Henry Du Pré Labouchère (9 November 1831 – 15 January 1912) was an English politician, writer, publisher and theatre owner in the Victorian and Edwardian eras. He lived with the actress Henrietta Hodson from 1868, and they married in 1887.[1]

Labouchère, who inherited a large fortune, engaged in a number of occupations. He was a junior member of the British diplomatic service, a member of parliament in the 1860s and again from 1880 to 1906, and edited and funded his own magazine, Truth. He is remembered for the Labouchère Amendment to British law, which for the first time made all male homosexual activity a crime.

Unable to secure the senior positions for which he thought himself suitable, Labouchère left Britain and retired to Italy.

Life and careerEdit

Labouchère was born in London to a family of Huguenot extraction. His father, John Peter Labouchère (d. 1863), a banker, was the second son of French parents who had settled in Britain in 1816.[2] His mother, Mary Louisa née Du Pré (1799–1863) was from an English family.[3] Labouchère was the eldest of their three sons and six daughters.[4] He was the nephew of the Whig politician Henry Labouchere, 1st Baron Taunton, who, despite disapproving of his rebellious nephew, helped the young man's early career and left him a sizeable inheritance when he died leaving no male heir.[5]

Early careerEdit

Caricature by Ape in Vanity Fair, 1874

Labouchère was educated at Eton and Trinity College, Cambridge,[6] where, he later said, he "diligently attended the racecourse at Newmarket," losing £6,000 in gambling in two years.[7] He was accused of cheating in an examination and his degree was withheld.[8] He left Cambridge and went travelling in Europe, South America and the United States.[9] While he was in the US, Labouchère (without his prior knowledge) was found a place in the British diplomatic service by his family. Between 1854 and 1864, Labouchère served as a minor diplomat in Washington, Munich, Stockholm, Frankfurt, St. Petersburg, Dresden, and Constantinople. He was, however, not known for his diplomatic demeanour, and acted impudently on occasion.[5] He went too far when he wrote to the Foreign Secretary to refuse a posting offered to him, "I have the honour to acknowledge the receipt of your Lordship's despatch, informing me of my promotion as Second Secretary to Her Majesty's Legation at Buenos Ayres. I beg to state that, if residing at Baden-Baden I can fulfil those duties, I shall be pleased to accept the appointment." He was politely told that there was no further use for his services.[10]

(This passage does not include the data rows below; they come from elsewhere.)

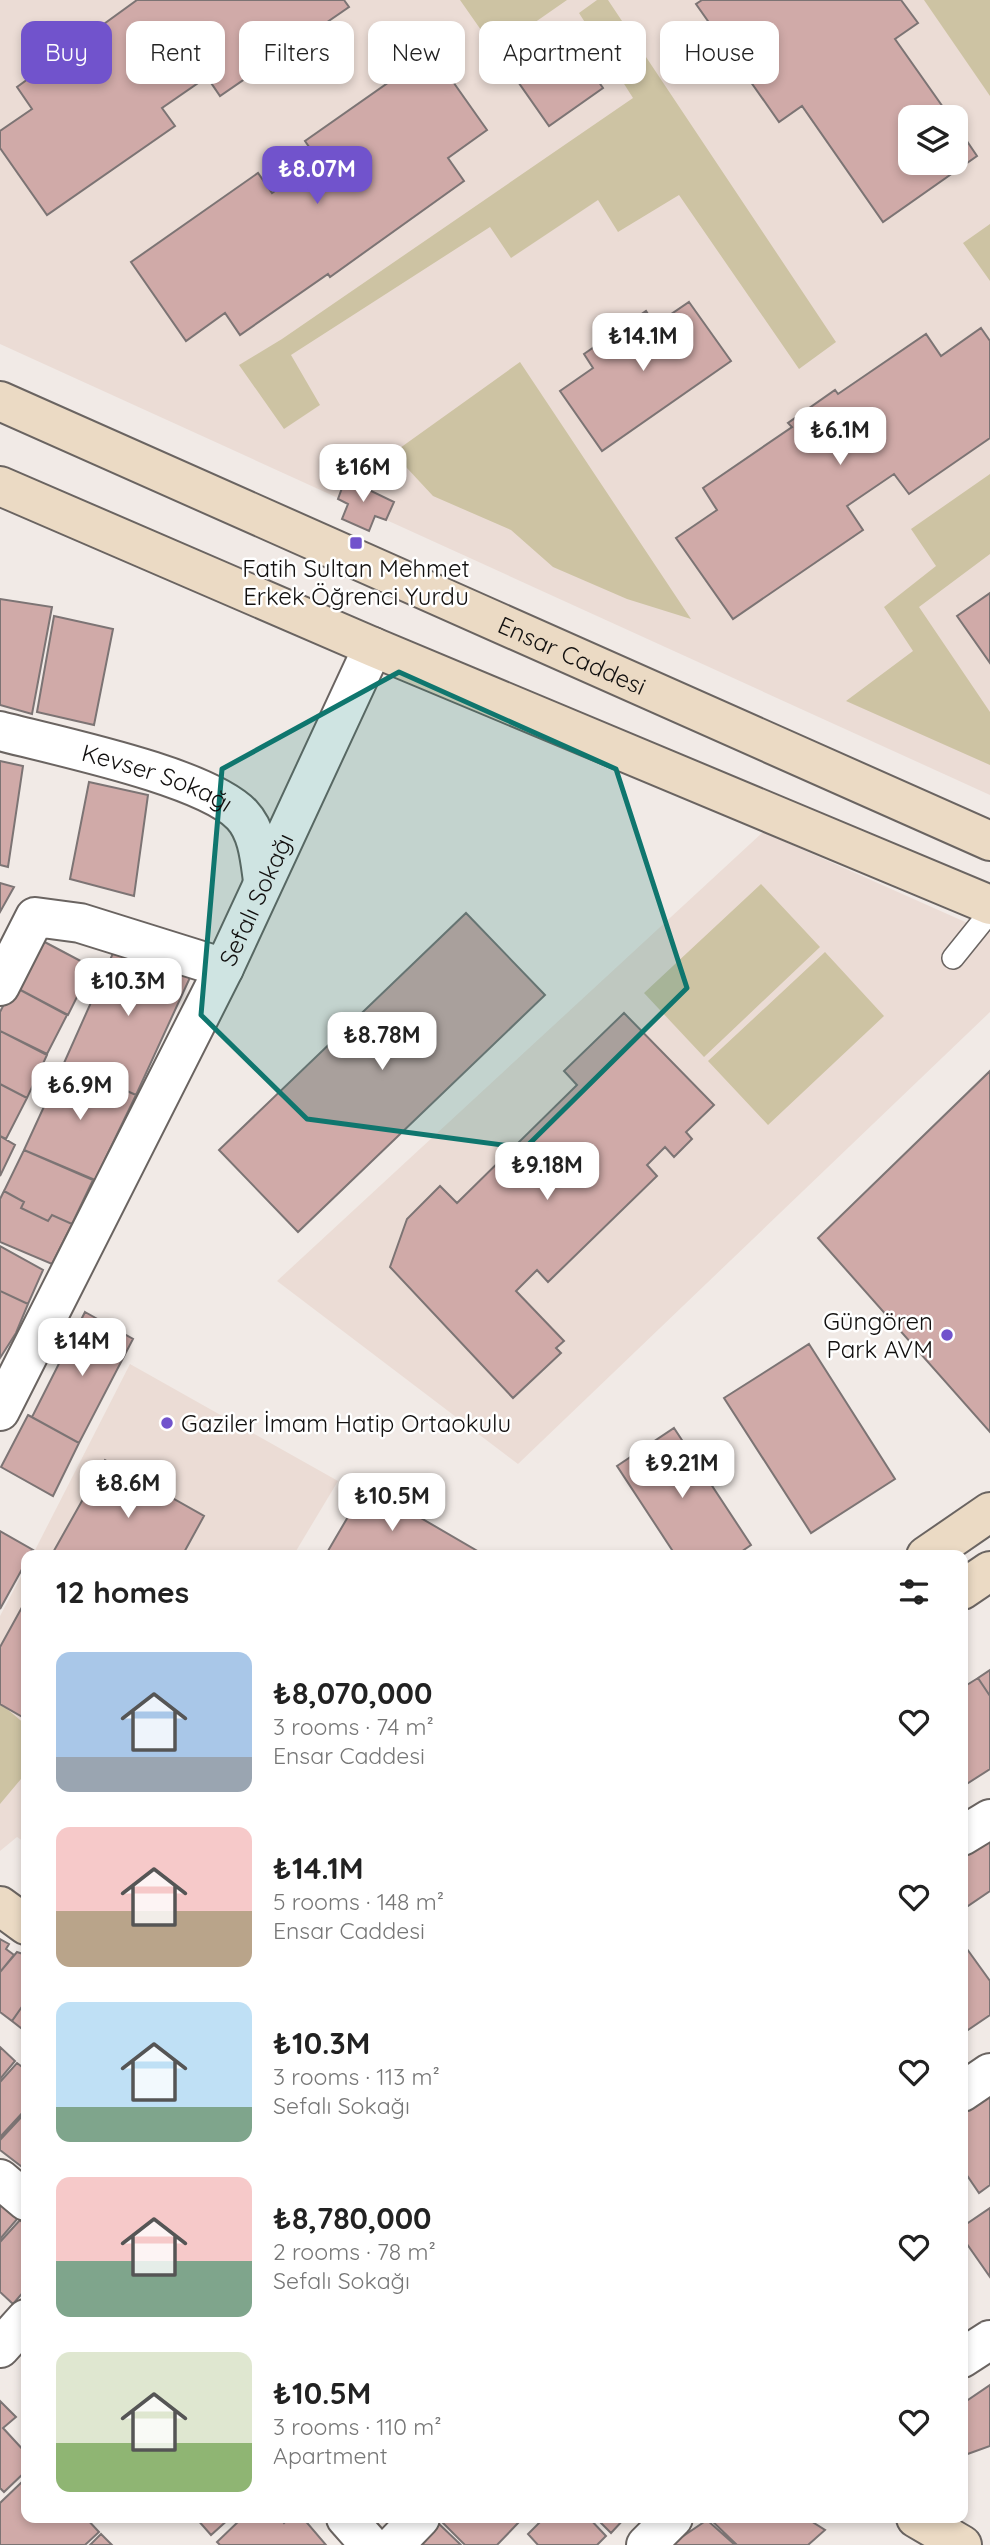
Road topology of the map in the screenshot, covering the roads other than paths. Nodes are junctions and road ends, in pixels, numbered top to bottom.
1 (0, 401) edge
2 (0, 486) edge
3 (373, 647) junction
4 (0, 731) edge
5 (990, 841) edge
6 (263, 881) junction
7 (990, 905) edge
8 (990, 912) edge
9 (953, 958) dead end
10 (224, 968) junction
11 (0, 986) edge
12 (0, 1411) edge
13 (990, 1512) edge
14 (935, 1550) edge
15 (990, 1572) edge
16 (968, 1586) edge
17 (990, 1819) edge
18 (968, 1832) edge
19 (0, 1906) edge
20 (21, 1921) edge
21 (990, 2073) edge
22 (968, 2088) edge
23 (0, 2179) edge
24 (21, 2197) edge
25 (21, 2325) edge
26 (990, 2340) edge
27 (0, 2348) edge
28 (968, 2354) edge
29 (350, 2523) edge
30 (416, 2523) edge
31 (668, 2523) edge
32 (925, 2523) edge
33 (370, 2545) edge
34 (394, 2545) edge
35 (646, 2545) edge
36 (962, 2545) edge

1 - 5 street, Ensar Caddesi
2 - 3 street
3 - 6 street, Sefalı Sokağı
3 - 7 street
4 - 6 street, Kevser Sokağı
6 - 10 street, Sefalı Sokağı
8 - 9 lane
10 - 11 street
10 - 12 street, Sefalı Sokağı
13 - 14 street
15 - 16 street
17 - 18 street
19 - 20 street
21 - 22 street
23 - 24 street
25 - 27 street
26 - 28 street
29 - 33 street
30 - 34 street
31 - 35 street
32 - 36 street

The year after his dismissal, Labouchère was elected at the 1865 general election as a member of parliament (MP) for Windsor,[11] as a Liberal. However, that election was overturned on petition,[5] and in April 1867 he was elected at a by-election as an MP for Middlesex.[12] At the 1868 election he narrowly lost his seat, winning only 90 votes less than his Conservative opponent's total of 6,487.[13] Labouchère did not return to the House of Commons for 12 years.[5]

In 1867, Labouchère and his partners engaged the architect C. J. Phipps and the artists Albert Moore and Telbin to remodel the large St. Martins Hall to create Queen's Theatre, Long Acre.[14] A new company of players was formed, including Charles Wyndham, Henry Irving, J. L. Toole, Ellen Terry, and Henrietta Hodson. By 1868, Hodson and Labouchère were living together out of wedlock,[15] as they could not marry until her first husband died in 1887.[16] Labouchère bought out his partners and used the theatre to promote Hodson's talents;[17] the theatre made a loss, Hodson retired, and the theatre closed in 1879. The couple finally married in 1887.[1] They had one child together, Mary Dorothea (Dora) Labouchère (1884–1944).[5]

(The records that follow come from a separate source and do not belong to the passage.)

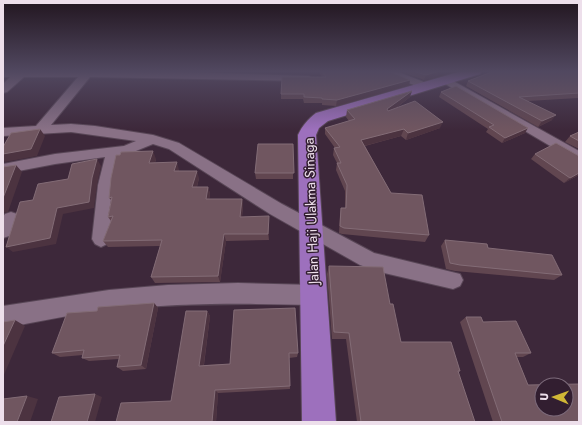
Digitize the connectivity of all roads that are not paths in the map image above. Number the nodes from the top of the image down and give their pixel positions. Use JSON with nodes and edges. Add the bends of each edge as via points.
{"nodes":[{"id":1,"x":73,"y":91,"type":"edge"},
{"id":2,"x":409,"y":91,"type":"edge"},
{"id":3,"x":465,"y":91,"type":"edge"},
{"id":4,"x":39,"y":131,"type":"junction"},
{"id":5,"x":3,"y":132,"type":"edge"},
{"id":6,"x":153,"y":139,"type":"junction"},
{"id":7,"x":112,"y":153,"type":"junction"},
{"id":8,"x":579,"y":157,"type":"edge"},
{"id":9,"x":3,"y":169,"type":"edge"},
{"id":10,"x":312,"y":230,"type":"junction"},
{"id":11,"x":101,"y":239,"type":"dead end"},
{"id":12,"x":453,"y":280,"type":"dead end"},
{"id":13,"x":314,"y":295,"type":"junction"},
{"id":14,"x":3,"y":317,"type":"edge"},
{"id":15,"x":319,"y":422,"type":"edge"}],
"edges":[{"from":1,"to":4,"type":"street"},
{"from":2,"to":10,"type":"main road","name":"Jalan Haji Ulakma Sinaga","via":[[322,117],[309,128],[307,135]]},
{"from":3,"to":8,"type":"street"},
{"from":4,"to":5,"type":"street"},
{"from":4,"to":6,"type":"street","via":[[71,128]]},
{"from":6,"to":7,"type":"street"},
{"from":6,"to":10,"type":"street","via":[[186,152]]},
{"from":7,"to":9,"type":"street","via":[[55,159]]},
{"from":7,"to":11,"type":"street"},
{"from":10,"to":12,"type":"street","via":[[380,264]]},
{"from":10,"to":13,"type":"main road","name":"Jalan Haji Ulakma Sinaga"},
{"from":13,"to":14,"type":"street","via":[[238,293],[109,300]]},
{"from":13,"to":15,"type":"main road","name":"Jalan Haji Ulakma Sinaga"}]}
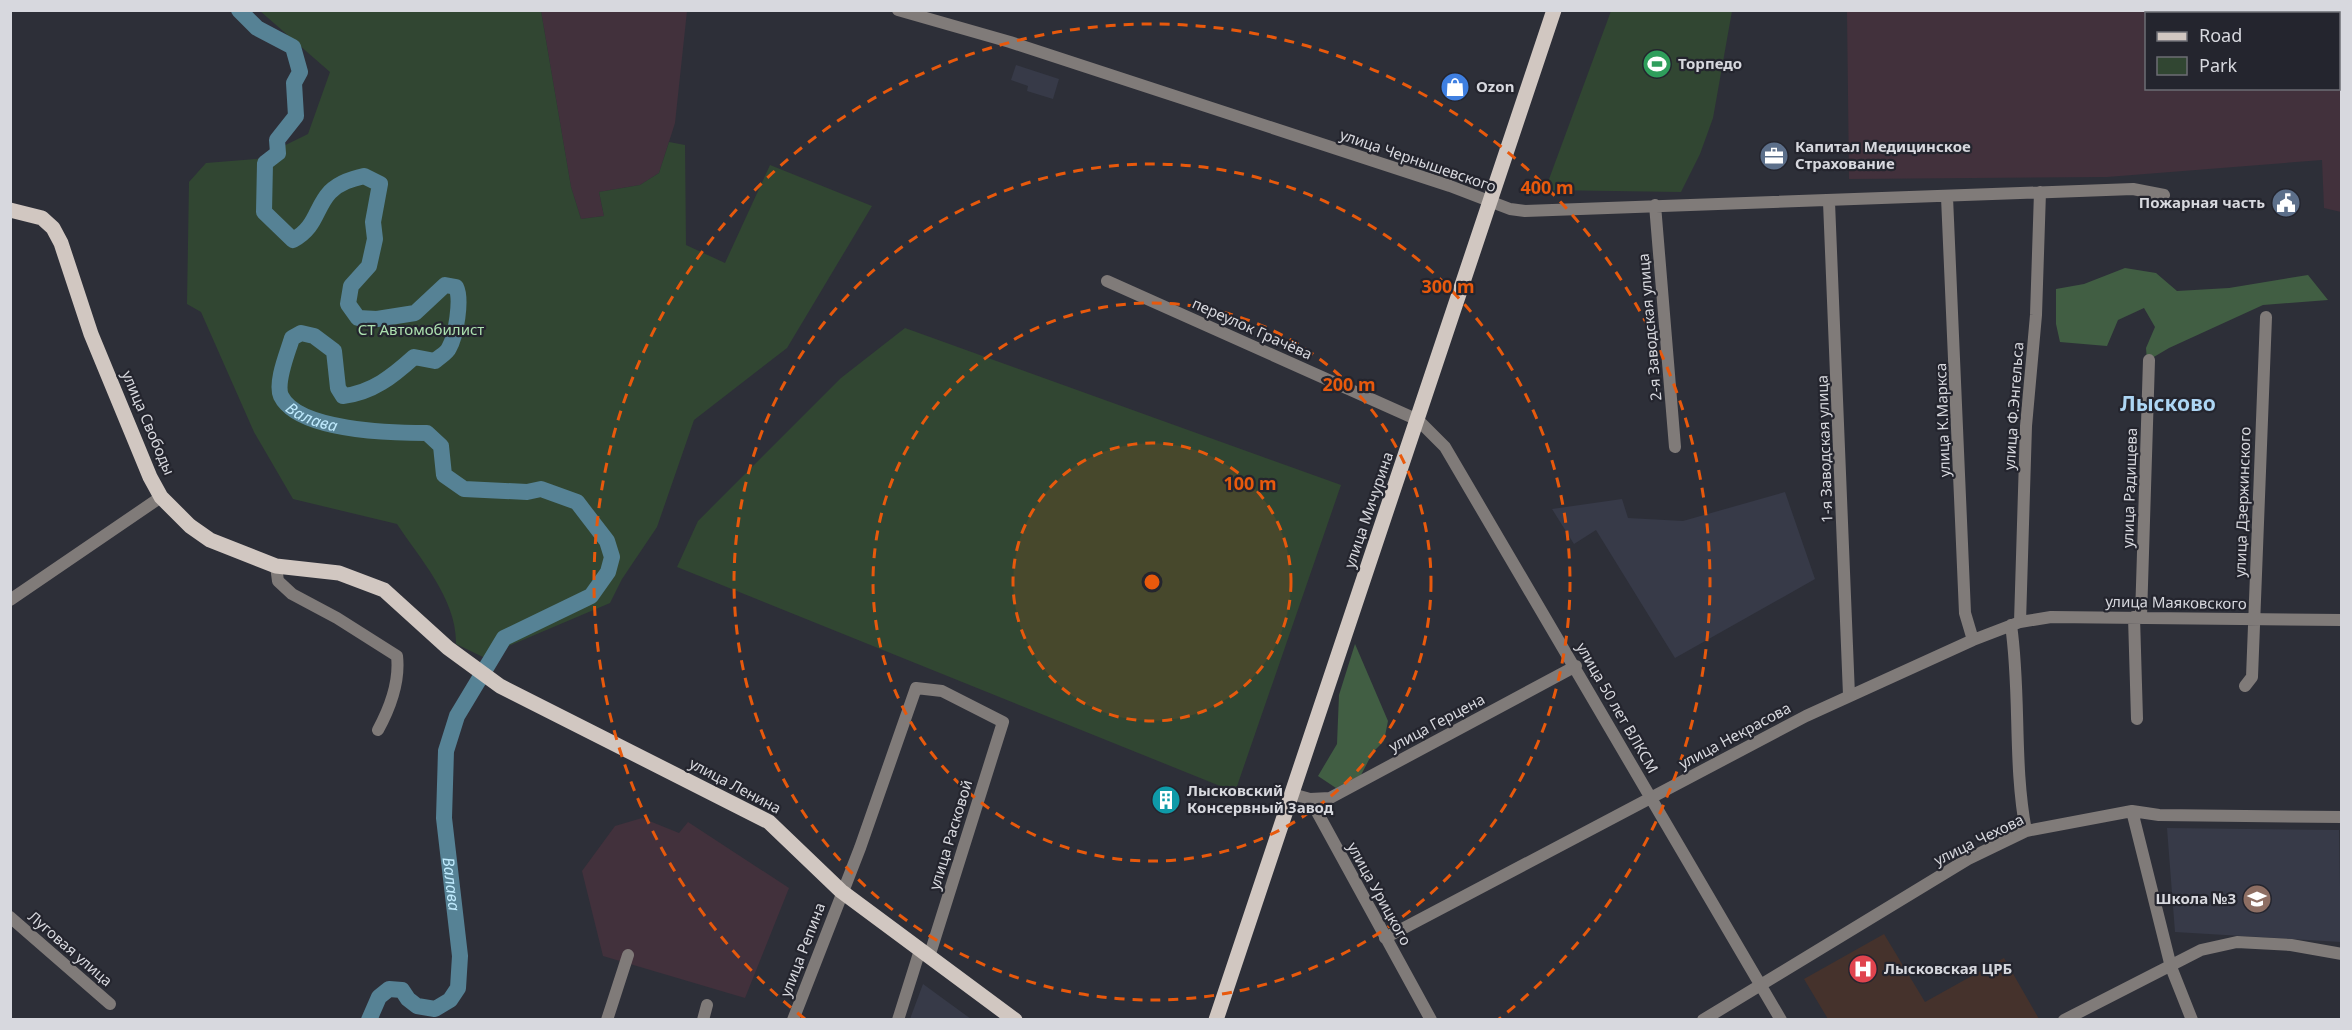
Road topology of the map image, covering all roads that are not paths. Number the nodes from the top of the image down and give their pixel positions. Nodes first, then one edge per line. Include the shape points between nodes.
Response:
1 (898, 10) edge
2 (1554, 10) edge
3 (2040, 192) junction
4 (2163, 195) dead end
5 (1947, 197) junction
6 (1490, 201) junction
7 (1829, 202) junction
8 (1655, 205) junction
9 (10, 210) edge
10 (1107, 281) dead end
11 (2266, 317) dead end
12 (2149, 360) dead end
13 (1418, 420) junction
14 (1675, 447) dead end
15 (161, 497) junction
16 (276, 566) junction
17 (10, 600) edge
18 (2137, 617) junction
19 (2253, 619) junction
20 (2342, 620) edge
21 (2016, 624) junction
22 (1973, 640) junction
23 (448, 648) joint
24 (1576, 666) junction
25 (2245, 686) dead end
26 (1849, 695) junction
27 (2137, 719) dead end
28 (1003, 722) joint
29 (378, 730) dead end
30 (1292, 794) junction
31 (1652, 797) junction
32 (1310, 800) junction
33 (2132, 811) junction
34 (2342, 817) edge
35 (2026, 831) junction
36 (842, 891) junction
37 (10, 917) edge
38 (1384, 938) junction
39 (924, 954) junction
40 (2342, 954) edge
41 (628, 955) dead end
42 (2171, 967) junction
43 (1761, 984) junction
44 (110, 1004) dead end
45 (707, 1005) dead end
46 (1015, 1019) edge
47 (607, 1020) edge
48 (703, 1020) edge
49 (793, 1020) edge
50 (898, 1020) edge
51 (1216, 1020) edge
52 (1431, 1020) edge
53 (1703, 1020) edge
54 (1781, 1020) edge
55 (2064, 1020) edge
56 (2192, 1020) edge

1 - 6 street, улица Чернышевского via 1021,46
2 - 6 main road, улица Мичурина
3 - 4 street, улица Чернышевского via 2133,189
3 - 5 street, улица Чернышевского
3 - 21 street, улица Ф.Энгельса
5 - 7 street, улица Чернышевского
5 - 22 street, улица К.Маркса via 1965,613
6 - 8 street, улица Чернышевского via 1525,210
6 - 13 main road, улица Мичурина
7 - 8 street, улица Чернышевского
7 - 26 street, 1-я Заводская улица
8 - 14 street, 2-я Заводская улица
9 - 15 main road, улица Свободы via 42,218 53,228 127,424
10 - 13 street, переулок Грачёва
11 - 19 street, улица Дзержинского
12 - 18 street, улица Радищева
13 - 24 street, улица 50 лет ВЛКСМ via 1445,447
13 - 30 main road, улица Мичурина
15 - 16 main road, улица Свободы via 210,540
15 - 17 street
16 - 23 main road, улица Свободы via 339,573 384,591
16 - 29 street via 278,581 292,594 397,657 399,671 387,714
18 - 19 street, улица Маяковского
18 - 21 street, улица Маяковского via 2051,617
18 - 27 street, улица Радищева
19 - 20 street, улица Маяковского
19 - 25 street, улица Дзержинского via 2252,676
21 - 22 street, улица Некрасова
21 - 35 street, улица Ф.Энгельса via 2020,800
22 - 26 street, улица Некрасова
23 - 36 main road, улица Ленина via 500,686 769,822
24 - 31 street, улица 50 лет ВЛКСМ
24 - 32 street, улица Герцена via 1330,798
26 - 31 street, улица Некрасова
28 - 36 street, улица Репина via 942,691 916,688
28 - 39 street, улица Расковой
30 - 32 street
30 - 51 main road, улица Мичурина
31 - 38 street, улица Некрасова
31 - 43 street, улица 50 лет ВЛКСМ
32 - 38 street, улица Урицкого
33 - 34 street, улица Чехова via 2159,815
33 - 35 street, улица Чехова
33 - 42 street
35 - 43 street, улица Чехова via 1968,859
36 - 39 main road, улица Ленина
36 - 49 street, улица Репина
37 - 44 street, Луговая улица
38 - 52 street, улица Урицкого
39 - 46 main road, улица Ленина
39 - 50 street, улица Расковой
40 - 42 street via 2291,945 2237,942 2201,950
41 - 47 street
42 - 55 street
42 - 56 street
43 - 53 street, улица Чехова
43 - 54 street, улица 50 лет ВЛКСМ
45 - 48 street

Journalist and writer; 1879 altercationEdit

Third verse of "When a gentleman supposes" from His Excellency by W. S. Gilbert.

During the break in his Parliamentary career, Labouchère gained renown as a journalist, editor, and publisher, sending witty dispatches from Paris during the Siege of Paris in 1870–1871, noting the eating of zoo elephants, donkeys, cats and rats when food supplies ran low.[18] His unflinching style gained a large audience for first his reporting, and later his personal weekly journal, Truth (started in 1877), which was often sued for libel.[19] With his inherited wealth, he could afford to defend such suits.[5] Labouchère's claims to being impartial were ridiculed by his critics, including W. S. Gilbert (who had been an object of Labouchère's theatrical criticism) in Gilbert's comic opera His Excellency (see illustration at right). In 1877, Gilbert had engaged in a public feud with Labouchère's lover, Henrietta Hodson.[20]

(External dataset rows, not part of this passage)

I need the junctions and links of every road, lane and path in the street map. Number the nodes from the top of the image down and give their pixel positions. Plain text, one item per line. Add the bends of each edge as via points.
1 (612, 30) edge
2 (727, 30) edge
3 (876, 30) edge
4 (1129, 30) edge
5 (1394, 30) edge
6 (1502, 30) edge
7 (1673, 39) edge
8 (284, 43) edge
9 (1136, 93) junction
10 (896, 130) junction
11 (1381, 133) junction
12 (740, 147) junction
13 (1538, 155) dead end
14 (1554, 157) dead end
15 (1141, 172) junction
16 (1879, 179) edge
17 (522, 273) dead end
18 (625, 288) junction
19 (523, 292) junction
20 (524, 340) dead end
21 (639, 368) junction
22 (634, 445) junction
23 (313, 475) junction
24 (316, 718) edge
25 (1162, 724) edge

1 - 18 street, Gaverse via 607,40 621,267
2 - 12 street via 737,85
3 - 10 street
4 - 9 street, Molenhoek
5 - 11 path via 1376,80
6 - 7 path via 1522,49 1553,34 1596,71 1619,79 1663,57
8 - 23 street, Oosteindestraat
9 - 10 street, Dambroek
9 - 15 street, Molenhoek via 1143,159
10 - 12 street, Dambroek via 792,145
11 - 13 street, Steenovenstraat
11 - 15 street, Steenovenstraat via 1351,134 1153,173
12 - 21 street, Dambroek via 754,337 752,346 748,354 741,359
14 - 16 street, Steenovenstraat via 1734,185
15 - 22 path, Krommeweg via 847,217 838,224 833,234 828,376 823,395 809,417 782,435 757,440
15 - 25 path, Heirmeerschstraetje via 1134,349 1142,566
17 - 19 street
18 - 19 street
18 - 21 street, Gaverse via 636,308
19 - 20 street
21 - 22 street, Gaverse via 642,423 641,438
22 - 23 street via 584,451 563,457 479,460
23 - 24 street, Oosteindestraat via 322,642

Labouchère was a vehement opponent of feminism; he campaigned in Truth against the suffrage movement, ridiculing and belittling women who sought the right to vote.[21] He was also a virulent anti-semite, opposed to Jewish participation in British life, using Truth to campaign against "Hebrew barons" and their supposedly excessive influence, "Jewish exclusivity" and "Jewish cowardice".[21] One of the victims of his attacks was Edward Levy-Lawson, proprietor of The Daily Telegraph.[21] In 1879 there was a much-reported court case following a fracas on the doorstep of the Beefsteak Club between Labouchère and Levy-Lawson. The committee of the club expelled Labouchère, who successfully sought a court ruling that they had no right to do so.[22]

Return to ParliamentEdit

1881 Punch cartoon

Labouchère returned to Parliament in the 1880 election, when he and Charles Bradlaugh, both Liberals, won the two seats for Northampton. (Bradlaugh's then-controversial atheism led Labouchère, a closet agnostic, to refer sardonically to himself as "the Christian member for Northampton".)[5]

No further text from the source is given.